Das Päpstliche Jahrbuch verzeichnet für die Türkei rund 30.000 Katholiken, wobei die römisch-katholischen Christen zumeist zugereiste Ausländer sind. Das Prinzip des Laizismus in der türkischen Verfassung sieht eine strikte Trennung zwischen Religion und Staat sowie Religions- und Kultfreiheit vor. In der Praxis kontrolliert jedoch eine staatliche Behörde für Religiöse Angelegenheiten alle Aktivitäten, die mit dem Islam in Verbindung stehen. Unter der Regierung des heutigen Staatspräsidenten Recep Tayyip Erdogan hat sich die Lage der Christen in einigen Punkten verbessert; die christlichen Kirchen werden jedoch weiterhin nicht als juristische Person anerkannt.
(KNA - olllk-89-00056)
Christliches Istanbul
Istanbul (KNA) Istanbul heute ist vom Islam geprägt. Zeugen uralter christlicher Tradition finden sich auf Schritt und Tritt: von Konstantinopel, der Stadt der frühchristlichen Konzilien, in denen um Glaubensbekenntnisse gerungen und Schismen besiegelt wurden; von Byzanz, der Stadt des oströmischen Kaisertums, der letzten christlichen Verteidigungsschlacht von 1453, der Stadt der Hagia Sophia, über ein Jahrtausend bedeutendste Kirche der Christenheit.

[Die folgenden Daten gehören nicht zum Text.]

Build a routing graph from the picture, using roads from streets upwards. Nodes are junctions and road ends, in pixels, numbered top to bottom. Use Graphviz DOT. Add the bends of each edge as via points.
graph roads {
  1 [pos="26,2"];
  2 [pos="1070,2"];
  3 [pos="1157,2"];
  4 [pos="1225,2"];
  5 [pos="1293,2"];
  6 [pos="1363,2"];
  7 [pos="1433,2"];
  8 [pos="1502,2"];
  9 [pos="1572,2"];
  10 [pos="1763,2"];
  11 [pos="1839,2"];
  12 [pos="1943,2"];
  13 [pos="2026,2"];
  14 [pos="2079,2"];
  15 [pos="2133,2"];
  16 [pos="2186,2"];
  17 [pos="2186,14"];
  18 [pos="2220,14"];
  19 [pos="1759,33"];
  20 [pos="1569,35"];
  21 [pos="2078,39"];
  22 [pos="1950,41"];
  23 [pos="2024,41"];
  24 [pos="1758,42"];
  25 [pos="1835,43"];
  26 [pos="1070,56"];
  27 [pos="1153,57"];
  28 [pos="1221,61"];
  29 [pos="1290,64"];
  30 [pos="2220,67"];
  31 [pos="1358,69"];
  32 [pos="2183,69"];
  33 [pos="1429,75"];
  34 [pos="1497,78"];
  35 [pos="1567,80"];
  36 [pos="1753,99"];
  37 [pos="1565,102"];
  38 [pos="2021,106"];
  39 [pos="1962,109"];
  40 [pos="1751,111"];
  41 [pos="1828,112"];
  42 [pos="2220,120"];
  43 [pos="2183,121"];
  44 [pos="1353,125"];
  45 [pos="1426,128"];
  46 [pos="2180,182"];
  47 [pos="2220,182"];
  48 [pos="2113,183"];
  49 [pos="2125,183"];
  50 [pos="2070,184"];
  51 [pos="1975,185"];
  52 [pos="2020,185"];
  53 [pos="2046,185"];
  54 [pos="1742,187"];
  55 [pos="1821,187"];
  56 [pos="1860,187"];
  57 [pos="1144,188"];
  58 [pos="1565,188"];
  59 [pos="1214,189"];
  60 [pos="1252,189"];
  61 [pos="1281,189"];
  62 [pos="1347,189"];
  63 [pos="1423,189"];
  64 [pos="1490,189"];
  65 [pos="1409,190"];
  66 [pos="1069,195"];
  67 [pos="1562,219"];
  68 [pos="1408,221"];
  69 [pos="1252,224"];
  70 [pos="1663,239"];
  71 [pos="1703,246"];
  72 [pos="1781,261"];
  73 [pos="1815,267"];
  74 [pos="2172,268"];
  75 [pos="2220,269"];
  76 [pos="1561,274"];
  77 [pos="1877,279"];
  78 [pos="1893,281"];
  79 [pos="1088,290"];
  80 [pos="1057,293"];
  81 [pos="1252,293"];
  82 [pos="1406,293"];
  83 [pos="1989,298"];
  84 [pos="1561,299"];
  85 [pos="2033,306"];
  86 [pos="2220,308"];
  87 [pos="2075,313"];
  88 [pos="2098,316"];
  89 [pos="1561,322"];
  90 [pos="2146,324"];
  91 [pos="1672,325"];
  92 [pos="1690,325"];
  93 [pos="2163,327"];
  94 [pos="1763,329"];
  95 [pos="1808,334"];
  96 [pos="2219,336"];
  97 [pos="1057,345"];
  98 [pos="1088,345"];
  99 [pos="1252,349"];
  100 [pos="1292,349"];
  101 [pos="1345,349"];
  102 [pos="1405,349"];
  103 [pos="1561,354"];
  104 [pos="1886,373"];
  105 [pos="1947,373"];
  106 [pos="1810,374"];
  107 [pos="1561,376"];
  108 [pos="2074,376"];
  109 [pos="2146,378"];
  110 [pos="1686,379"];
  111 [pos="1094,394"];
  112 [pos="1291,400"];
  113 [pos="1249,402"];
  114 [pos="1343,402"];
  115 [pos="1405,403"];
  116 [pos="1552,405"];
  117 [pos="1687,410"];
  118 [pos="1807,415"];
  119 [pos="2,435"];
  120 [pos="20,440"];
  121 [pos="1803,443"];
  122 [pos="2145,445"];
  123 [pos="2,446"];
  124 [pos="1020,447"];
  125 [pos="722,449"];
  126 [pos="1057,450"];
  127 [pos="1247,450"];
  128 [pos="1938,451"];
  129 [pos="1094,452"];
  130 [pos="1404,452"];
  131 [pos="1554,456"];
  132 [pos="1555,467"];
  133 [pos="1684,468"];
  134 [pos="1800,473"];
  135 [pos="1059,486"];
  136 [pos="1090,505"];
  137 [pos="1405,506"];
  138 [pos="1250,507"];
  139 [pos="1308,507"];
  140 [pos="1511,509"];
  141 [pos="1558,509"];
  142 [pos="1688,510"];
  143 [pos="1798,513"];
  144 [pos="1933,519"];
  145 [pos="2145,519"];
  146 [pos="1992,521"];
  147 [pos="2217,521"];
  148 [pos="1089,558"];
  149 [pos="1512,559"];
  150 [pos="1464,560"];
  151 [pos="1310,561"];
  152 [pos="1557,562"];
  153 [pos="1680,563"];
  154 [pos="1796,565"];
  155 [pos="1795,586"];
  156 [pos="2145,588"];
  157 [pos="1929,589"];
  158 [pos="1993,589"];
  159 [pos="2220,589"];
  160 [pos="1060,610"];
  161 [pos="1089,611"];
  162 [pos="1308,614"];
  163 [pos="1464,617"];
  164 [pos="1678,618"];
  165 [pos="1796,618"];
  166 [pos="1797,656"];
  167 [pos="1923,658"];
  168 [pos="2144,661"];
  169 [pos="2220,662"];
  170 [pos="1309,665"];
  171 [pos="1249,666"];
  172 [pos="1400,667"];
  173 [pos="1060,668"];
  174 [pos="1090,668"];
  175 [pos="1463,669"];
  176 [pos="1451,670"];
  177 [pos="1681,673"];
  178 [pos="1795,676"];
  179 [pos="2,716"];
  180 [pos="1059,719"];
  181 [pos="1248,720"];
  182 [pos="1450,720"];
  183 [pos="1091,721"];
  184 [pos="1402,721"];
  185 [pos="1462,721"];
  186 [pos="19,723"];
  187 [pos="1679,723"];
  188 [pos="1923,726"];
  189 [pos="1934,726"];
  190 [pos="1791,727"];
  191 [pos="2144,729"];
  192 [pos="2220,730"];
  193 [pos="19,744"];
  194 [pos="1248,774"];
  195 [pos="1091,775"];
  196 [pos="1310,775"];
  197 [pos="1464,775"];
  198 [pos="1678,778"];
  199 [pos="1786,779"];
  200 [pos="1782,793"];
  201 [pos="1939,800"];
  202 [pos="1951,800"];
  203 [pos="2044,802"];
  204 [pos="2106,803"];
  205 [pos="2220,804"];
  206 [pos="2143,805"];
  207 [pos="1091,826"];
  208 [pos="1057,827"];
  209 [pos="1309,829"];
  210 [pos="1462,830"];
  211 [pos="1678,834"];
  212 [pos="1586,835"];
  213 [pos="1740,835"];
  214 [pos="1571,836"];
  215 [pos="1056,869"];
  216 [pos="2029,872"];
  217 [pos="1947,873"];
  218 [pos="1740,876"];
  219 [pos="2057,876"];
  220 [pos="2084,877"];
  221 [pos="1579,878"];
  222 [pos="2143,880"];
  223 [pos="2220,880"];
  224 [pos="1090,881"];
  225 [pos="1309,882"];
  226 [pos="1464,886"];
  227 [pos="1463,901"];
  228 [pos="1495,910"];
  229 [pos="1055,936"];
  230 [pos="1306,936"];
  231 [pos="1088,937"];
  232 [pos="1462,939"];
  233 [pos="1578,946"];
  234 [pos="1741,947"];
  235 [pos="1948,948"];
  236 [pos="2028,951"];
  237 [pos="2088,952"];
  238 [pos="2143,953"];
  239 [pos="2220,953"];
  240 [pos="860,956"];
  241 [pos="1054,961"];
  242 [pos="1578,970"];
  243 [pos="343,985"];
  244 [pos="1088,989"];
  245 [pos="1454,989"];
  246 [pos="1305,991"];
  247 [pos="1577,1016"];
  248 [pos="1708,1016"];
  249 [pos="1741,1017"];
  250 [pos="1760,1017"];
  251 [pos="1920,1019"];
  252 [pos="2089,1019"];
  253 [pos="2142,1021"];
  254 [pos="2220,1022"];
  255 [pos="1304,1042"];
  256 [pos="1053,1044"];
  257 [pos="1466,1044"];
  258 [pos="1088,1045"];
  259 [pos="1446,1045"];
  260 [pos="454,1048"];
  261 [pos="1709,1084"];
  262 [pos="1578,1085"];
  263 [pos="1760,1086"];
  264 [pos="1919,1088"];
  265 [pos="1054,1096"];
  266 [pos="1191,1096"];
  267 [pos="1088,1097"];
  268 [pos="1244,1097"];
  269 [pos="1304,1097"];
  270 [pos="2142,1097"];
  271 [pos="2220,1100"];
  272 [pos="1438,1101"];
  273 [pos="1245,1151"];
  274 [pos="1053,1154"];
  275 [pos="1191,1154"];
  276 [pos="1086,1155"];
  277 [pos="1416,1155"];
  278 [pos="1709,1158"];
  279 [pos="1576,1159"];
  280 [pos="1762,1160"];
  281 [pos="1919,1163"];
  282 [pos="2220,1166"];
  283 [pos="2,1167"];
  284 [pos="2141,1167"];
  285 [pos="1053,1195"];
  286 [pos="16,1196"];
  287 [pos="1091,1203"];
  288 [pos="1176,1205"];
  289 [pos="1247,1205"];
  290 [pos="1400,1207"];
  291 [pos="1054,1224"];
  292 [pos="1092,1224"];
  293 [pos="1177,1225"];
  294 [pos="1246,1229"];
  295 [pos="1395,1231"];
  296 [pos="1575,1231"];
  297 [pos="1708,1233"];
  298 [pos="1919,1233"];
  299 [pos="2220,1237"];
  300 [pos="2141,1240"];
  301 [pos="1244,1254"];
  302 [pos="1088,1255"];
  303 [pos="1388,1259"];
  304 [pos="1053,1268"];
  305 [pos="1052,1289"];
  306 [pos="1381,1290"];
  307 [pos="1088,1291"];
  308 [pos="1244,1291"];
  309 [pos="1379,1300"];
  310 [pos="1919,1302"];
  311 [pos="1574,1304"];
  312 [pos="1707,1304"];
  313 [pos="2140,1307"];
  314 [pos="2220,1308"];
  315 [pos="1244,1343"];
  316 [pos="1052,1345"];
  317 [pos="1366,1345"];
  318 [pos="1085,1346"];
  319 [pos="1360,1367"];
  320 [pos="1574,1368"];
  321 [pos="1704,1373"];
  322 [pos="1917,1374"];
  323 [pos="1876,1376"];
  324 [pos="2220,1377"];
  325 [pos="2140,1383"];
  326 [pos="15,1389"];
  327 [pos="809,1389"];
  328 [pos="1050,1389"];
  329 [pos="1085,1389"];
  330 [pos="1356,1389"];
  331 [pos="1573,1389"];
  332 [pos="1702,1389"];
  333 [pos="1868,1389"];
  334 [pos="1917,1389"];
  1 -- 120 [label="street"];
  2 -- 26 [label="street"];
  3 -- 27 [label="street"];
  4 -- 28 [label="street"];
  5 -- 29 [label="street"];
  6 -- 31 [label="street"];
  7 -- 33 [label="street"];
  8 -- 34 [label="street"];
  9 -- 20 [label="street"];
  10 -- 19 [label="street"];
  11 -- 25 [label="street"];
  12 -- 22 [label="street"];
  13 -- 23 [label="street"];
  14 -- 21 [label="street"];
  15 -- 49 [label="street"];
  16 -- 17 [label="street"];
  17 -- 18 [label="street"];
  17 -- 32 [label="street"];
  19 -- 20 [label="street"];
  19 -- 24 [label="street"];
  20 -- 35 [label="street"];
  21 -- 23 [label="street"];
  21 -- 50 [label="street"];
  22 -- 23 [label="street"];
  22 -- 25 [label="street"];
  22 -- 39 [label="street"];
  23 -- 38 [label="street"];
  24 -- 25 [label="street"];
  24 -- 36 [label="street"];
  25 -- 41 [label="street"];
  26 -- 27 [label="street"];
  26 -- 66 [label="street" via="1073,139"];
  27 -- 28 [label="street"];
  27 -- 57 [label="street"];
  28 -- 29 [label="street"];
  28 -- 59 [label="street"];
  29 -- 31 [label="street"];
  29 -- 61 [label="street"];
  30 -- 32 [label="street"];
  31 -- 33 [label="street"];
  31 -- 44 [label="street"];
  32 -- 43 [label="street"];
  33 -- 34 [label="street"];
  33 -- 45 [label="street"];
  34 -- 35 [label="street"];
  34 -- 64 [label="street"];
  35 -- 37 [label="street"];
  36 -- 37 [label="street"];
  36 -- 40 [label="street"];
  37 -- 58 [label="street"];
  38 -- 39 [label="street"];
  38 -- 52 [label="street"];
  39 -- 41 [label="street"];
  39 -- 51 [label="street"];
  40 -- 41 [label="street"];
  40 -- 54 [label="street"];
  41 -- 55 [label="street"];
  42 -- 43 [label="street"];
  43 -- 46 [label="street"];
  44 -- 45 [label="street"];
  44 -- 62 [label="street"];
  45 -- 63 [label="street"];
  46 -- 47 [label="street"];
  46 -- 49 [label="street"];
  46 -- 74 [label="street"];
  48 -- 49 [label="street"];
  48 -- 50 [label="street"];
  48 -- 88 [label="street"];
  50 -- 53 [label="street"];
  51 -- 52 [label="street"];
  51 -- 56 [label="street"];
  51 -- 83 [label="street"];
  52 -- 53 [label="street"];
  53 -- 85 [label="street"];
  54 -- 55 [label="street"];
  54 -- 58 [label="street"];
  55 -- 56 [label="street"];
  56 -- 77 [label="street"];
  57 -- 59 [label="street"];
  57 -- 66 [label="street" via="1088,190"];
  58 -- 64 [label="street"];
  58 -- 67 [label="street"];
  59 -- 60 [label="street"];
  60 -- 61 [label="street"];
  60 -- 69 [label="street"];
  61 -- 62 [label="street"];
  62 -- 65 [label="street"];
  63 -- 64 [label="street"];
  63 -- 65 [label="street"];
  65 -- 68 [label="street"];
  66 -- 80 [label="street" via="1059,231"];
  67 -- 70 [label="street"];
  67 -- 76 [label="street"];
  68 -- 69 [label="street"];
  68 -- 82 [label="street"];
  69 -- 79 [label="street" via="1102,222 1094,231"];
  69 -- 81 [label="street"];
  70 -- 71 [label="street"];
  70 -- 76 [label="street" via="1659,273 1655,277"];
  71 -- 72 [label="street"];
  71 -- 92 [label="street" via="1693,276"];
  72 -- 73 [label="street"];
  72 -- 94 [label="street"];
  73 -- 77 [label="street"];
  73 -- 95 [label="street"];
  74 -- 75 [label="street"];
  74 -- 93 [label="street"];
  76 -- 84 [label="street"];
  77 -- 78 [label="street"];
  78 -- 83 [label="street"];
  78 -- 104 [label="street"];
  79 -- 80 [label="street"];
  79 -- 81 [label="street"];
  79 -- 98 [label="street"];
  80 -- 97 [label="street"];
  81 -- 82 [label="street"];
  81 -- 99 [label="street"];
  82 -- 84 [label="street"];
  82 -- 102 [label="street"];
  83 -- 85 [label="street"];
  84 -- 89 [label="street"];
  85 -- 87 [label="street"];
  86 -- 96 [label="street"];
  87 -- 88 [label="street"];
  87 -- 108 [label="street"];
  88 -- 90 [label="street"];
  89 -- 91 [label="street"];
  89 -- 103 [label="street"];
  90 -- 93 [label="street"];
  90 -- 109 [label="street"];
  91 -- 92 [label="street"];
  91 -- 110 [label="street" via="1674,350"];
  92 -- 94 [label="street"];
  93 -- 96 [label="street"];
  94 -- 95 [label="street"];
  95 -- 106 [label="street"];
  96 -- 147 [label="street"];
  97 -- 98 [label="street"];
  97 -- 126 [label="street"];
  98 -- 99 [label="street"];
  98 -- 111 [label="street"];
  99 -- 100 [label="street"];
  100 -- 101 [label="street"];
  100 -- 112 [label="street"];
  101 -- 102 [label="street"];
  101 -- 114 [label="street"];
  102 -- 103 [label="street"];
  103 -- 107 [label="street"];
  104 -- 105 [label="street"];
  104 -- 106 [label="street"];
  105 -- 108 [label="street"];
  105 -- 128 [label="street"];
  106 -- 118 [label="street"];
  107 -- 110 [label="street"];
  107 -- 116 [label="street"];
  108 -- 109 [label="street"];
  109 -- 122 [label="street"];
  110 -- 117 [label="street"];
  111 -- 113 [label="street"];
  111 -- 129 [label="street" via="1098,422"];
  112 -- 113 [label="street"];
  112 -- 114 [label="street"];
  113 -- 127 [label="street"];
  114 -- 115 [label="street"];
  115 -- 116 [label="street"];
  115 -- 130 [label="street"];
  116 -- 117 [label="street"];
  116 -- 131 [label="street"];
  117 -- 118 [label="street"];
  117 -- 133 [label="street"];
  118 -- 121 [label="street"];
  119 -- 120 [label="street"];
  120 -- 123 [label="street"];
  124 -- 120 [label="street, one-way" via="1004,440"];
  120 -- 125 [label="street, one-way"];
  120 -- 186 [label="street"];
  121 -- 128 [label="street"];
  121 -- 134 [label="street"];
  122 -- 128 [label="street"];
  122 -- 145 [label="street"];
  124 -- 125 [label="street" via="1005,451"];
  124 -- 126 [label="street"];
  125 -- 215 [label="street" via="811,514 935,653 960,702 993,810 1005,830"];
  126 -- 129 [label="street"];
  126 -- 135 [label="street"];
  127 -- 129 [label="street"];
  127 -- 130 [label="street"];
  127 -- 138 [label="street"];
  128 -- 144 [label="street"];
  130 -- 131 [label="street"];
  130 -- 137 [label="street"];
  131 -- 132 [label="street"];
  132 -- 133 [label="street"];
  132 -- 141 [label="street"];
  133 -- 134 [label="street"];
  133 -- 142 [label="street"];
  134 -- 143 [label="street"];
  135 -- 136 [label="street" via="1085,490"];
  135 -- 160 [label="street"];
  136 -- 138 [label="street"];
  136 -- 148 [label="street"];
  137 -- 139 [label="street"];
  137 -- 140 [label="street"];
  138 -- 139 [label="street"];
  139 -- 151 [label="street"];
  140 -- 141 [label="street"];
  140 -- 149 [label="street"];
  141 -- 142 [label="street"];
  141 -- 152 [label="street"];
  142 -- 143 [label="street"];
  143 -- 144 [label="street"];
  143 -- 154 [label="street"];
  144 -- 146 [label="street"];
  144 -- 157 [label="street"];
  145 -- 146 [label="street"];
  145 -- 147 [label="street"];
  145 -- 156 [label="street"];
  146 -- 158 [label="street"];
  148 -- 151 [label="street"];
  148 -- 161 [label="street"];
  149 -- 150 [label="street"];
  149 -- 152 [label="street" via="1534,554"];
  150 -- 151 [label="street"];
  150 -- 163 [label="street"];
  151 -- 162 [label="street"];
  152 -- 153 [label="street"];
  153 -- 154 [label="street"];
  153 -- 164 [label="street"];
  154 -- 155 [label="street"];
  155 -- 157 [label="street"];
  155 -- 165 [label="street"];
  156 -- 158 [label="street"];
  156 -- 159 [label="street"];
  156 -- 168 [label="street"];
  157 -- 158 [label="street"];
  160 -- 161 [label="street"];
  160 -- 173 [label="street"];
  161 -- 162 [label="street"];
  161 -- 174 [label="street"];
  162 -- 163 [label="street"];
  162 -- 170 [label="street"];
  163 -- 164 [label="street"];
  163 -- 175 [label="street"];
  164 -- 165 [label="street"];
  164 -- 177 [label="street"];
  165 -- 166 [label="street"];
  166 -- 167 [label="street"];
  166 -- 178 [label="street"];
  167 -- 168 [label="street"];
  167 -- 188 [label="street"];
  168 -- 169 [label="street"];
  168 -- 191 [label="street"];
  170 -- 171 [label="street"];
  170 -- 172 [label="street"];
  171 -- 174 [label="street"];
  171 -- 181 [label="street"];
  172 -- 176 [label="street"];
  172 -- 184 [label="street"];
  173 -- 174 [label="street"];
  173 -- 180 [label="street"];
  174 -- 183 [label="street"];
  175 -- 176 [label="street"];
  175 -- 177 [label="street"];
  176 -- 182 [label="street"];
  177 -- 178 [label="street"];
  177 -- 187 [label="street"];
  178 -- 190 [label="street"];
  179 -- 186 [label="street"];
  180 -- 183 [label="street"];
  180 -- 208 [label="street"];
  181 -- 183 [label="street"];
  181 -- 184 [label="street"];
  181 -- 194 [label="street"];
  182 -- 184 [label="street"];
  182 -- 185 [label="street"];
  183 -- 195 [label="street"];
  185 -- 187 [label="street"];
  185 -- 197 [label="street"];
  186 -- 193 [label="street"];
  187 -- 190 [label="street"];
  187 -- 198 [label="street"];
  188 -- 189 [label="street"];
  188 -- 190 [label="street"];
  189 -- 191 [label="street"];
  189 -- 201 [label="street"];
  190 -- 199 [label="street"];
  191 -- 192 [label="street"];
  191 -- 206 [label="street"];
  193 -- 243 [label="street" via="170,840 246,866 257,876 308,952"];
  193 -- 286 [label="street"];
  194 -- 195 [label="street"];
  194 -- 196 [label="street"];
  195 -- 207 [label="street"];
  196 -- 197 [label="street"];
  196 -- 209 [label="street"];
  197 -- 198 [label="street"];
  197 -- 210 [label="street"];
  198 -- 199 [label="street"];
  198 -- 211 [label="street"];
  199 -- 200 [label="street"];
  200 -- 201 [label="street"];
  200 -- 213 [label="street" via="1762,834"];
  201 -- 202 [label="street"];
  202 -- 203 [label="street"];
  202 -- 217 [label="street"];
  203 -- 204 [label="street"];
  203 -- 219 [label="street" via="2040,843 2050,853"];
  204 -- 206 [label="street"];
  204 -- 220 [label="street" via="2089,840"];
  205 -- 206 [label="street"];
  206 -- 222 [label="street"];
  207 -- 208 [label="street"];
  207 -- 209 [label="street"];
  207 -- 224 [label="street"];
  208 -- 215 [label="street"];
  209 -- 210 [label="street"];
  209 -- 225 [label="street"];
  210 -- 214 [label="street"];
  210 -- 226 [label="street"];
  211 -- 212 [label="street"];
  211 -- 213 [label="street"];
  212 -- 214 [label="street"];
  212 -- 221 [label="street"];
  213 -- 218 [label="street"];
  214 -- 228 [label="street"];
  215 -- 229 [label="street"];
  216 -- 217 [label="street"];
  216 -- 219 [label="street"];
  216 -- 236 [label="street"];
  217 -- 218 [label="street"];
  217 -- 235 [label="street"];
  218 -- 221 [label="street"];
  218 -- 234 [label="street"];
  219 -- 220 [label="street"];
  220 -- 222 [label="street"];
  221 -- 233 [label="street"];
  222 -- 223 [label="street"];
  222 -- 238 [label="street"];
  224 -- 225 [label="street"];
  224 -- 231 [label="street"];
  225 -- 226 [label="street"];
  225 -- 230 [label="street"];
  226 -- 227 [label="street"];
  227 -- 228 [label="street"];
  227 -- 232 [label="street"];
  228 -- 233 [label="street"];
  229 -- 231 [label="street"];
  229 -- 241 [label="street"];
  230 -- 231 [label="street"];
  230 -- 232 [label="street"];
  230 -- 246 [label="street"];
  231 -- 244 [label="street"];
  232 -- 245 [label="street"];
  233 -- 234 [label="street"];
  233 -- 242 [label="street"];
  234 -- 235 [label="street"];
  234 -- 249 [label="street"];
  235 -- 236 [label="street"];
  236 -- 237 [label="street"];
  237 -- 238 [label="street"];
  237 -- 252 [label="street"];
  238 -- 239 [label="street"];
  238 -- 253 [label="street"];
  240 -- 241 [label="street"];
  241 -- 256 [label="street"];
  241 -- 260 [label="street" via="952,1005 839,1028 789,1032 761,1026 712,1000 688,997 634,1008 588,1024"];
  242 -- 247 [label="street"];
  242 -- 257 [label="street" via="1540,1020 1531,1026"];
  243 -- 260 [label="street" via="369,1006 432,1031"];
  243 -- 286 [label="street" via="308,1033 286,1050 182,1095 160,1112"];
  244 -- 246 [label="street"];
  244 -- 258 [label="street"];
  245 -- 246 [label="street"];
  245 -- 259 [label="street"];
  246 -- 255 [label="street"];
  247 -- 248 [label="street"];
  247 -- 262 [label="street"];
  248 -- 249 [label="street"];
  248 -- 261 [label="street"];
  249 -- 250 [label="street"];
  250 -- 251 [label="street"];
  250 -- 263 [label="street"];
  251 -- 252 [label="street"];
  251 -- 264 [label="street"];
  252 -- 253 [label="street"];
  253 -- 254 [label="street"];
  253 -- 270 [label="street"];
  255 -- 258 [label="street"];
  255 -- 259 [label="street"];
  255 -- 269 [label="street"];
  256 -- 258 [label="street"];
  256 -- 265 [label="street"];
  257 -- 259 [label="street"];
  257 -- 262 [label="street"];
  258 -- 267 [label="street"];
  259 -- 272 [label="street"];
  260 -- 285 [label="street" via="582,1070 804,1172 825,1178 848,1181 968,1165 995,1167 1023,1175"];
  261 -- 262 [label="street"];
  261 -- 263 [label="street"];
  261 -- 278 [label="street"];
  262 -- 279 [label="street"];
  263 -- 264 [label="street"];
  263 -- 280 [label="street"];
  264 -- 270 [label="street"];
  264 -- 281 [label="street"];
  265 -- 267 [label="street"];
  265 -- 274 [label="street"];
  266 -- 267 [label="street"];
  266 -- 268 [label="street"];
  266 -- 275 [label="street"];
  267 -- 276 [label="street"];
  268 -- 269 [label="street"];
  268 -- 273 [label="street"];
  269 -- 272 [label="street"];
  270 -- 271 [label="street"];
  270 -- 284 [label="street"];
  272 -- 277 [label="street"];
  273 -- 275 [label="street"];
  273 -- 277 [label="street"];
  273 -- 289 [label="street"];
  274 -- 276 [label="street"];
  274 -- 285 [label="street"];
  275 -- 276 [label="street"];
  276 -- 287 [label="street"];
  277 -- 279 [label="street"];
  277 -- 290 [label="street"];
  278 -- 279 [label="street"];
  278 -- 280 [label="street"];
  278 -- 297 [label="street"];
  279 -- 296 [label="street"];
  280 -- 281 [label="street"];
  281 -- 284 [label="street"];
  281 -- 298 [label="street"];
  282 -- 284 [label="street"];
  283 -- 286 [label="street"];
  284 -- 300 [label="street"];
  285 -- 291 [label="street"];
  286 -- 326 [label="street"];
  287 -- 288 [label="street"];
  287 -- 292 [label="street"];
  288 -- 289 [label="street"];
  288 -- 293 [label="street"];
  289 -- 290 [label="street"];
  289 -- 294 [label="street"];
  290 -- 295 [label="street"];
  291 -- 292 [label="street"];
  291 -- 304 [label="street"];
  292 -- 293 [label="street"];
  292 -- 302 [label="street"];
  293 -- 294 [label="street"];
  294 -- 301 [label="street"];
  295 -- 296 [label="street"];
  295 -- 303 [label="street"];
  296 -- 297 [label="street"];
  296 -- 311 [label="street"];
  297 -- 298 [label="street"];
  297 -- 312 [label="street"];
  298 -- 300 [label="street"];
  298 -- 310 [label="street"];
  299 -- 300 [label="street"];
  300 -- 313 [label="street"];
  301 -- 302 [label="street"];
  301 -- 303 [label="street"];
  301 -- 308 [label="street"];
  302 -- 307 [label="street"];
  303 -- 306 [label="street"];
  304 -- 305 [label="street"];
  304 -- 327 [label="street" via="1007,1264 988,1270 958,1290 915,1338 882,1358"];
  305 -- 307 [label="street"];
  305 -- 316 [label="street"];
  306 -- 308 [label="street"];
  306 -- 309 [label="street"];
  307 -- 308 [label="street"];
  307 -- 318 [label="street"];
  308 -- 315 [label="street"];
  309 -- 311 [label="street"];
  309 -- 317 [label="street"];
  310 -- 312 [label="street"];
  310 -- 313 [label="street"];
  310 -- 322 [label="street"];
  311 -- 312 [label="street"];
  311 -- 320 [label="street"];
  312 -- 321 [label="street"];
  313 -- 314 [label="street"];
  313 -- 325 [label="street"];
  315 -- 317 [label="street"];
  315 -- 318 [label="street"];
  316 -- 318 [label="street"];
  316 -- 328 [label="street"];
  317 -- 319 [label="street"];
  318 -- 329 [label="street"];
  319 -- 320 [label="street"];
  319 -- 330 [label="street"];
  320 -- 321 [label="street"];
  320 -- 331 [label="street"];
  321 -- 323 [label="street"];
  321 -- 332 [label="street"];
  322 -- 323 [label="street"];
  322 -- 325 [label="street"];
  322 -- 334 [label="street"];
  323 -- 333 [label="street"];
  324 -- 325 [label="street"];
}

Noch bis ins 20. Jahrhundert stellten die Christen auf dem Gebiet der heutigen Türkei eine bedeutende Minderheit von etwa 30 Prozent der Bevölkerung; in Istanbul lebten sogar mehrheitlich Nichtmuslime. Durch das Armenier-Massaker während des Ersten Weltkriegs, den griechisch-türkischen Bevölkerungsaustausch im Zuge des Vertrags von Lausanne 1923 und eine für Christen über Jahrzehnte ungünstige Religionspolitik sank ihre Zahl auf landesweit heute nur noch geschätzt 100.000 bis 150.000.
Dennoch gibt es im Stadtgebiet von Istanbul neben etwa 2.000 Moscheen, darunter viele umgewidmete Kirchen, bis heute rund 150 christliche Gotteshäuser: armenische, griechisch-orthodoxe, katholische, syrische, anglikanische und evangelische. Die Gemeinden, oft versteckt, abgelegen und nur in den seltensten Fällen auch von Touristen oder westlichen Pilgern besucht, führen ein bescheidenes Schattendasein. Die italienische Nationalkirche Sant'Antonio, die größte katholische Kirche der Stadt an der Flaniermeile Istiklal Caddesi im Stadtteil Galata, wurde 1908 vom Sultan genehmigt.